Legislators have also made significant changes affecting some taxpayers who take deductions from mortgage interest. The new law allows homeowners with existing mortgages to deduct interest on a total debt of $1 million for the first and second homes. However, for new buyers, the $1 million limit for a first and second home drops to $750,000. These limits for inflation are not indexed. For example, if Joe had a mortgage of $750,000 on his first home and a mortgage of $200,000 on his second home as of December 15, 2017, he can continue to deduct interest on both on Schedule A. But if he purchased a home with a mortgage of $750,000 by that date, and then purchased a second home with a mortgage of $200,000. he couldn’t deduct interest on the second loan in 2018.

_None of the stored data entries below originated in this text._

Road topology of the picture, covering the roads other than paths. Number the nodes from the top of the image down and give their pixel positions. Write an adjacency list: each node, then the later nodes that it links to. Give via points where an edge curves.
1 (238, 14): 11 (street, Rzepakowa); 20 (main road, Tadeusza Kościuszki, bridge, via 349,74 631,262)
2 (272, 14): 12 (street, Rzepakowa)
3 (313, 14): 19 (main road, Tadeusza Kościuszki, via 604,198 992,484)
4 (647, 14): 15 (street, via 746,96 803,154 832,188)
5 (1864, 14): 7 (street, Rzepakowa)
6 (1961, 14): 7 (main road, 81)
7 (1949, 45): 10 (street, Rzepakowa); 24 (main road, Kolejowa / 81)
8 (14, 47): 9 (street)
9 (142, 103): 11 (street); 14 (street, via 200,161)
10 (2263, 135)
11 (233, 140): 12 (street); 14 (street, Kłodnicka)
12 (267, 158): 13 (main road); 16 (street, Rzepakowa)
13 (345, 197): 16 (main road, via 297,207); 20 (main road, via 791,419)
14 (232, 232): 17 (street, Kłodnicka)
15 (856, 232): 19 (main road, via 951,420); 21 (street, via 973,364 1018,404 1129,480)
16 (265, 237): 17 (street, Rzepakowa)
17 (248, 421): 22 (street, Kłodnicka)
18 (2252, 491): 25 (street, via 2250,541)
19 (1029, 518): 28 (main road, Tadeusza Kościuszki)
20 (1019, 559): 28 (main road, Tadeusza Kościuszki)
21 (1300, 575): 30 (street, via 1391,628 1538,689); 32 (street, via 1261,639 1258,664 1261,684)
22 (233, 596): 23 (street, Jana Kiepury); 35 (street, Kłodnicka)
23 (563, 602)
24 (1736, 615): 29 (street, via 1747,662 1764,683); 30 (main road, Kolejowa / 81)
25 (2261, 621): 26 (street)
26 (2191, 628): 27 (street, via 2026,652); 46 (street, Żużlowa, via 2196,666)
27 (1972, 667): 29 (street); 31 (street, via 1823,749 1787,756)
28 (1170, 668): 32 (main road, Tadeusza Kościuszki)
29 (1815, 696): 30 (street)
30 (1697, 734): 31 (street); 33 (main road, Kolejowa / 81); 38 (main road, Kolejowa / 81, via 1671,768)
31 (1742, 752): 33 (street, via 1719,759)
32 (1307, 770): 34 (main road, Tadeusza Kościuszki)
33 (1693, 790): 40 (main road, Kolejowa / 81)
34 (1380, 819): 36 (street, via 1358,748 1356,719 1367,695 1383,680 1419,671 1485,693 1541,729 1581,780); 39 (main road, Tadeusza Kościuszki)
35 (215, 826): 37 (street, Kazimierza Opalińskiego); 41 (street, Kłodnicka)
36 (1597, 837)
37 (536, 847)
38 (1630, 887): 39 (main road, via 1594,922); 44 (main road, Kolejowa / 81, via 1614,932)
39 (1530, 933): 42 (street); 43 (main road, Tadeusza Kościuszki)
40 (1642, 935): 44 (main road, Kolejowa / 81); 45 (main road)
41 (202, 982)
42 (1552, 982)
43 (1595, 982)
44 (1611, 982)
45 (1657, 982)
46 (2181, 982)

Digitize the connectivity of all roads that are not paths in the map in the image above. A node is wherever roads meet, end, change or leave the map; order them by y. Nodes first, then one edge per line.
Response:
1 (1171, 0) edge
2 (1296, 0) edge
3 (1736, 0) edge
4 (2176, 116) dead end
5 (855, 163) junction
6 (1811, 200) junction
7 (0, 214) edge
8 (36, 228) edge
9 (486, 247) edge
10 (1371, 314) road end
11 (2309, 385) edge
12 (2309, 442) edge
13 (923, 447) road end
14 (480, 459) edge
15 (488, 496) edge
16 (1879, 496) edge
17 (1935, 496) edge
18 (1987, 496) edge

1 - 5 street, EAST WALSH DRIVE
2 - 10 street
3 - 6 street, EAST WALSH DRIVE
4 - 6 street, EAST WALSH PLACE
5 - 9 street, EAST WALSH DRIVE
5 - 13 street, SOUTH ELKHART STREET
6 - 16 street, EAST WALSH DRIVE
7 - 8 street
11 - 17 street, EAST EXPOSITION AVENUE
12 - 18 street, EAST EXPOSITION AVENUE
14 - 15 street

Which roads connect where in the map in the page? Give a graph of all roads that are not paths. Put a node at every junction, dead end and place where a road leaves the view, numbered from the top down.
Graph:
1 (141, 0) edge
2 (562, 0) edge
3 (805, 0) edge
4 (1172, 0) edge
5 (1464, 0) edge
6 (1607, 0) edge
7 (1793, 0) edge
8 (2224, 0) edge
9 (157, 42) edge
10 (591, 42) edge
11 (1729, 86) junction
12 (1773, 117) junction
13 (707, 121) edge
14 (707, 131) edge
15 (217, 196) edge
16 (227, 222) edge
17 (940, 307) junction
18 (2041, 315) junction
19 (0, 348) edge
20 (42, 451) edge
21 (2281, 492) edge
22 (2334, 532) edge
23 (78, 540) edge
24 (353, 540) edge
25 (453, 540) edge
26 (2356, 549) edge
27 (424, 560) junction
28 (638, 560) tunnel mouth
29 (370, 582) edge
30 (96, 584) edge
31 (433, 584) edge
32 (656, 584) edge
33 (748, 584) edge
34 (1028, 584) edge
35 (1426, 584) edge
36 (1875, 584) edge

Homeowners can refinance mortgage debt of up to $1 million that existed on 15 December 2017 and still deduct interest. But often the new loan can not exceed the refinancing of the mortgage. For example, if Jane has a mortgage of $1 million she paid down to $800,000, she can refinance up to $800,000 in debt and continue to deduct interest. If she refinances $900,000 and uses $100,000 in cash to upgrade the home, she could also deduct interest on $900,000. But if Jane refinances $900,000 and just pocks $100,000 in cash, she could deduct interest on refinancing only $800,000.
Under previous law, homeowners could deduct interest on home equity debt of up to $100,000 used for any purpose. To be deductible, the loan must now be used to “buy, build or significantly improve” a first or second home. The debt must also be secured by the home to which it applies, so that a Heloc can not be used to buy or expand a second home on a first home.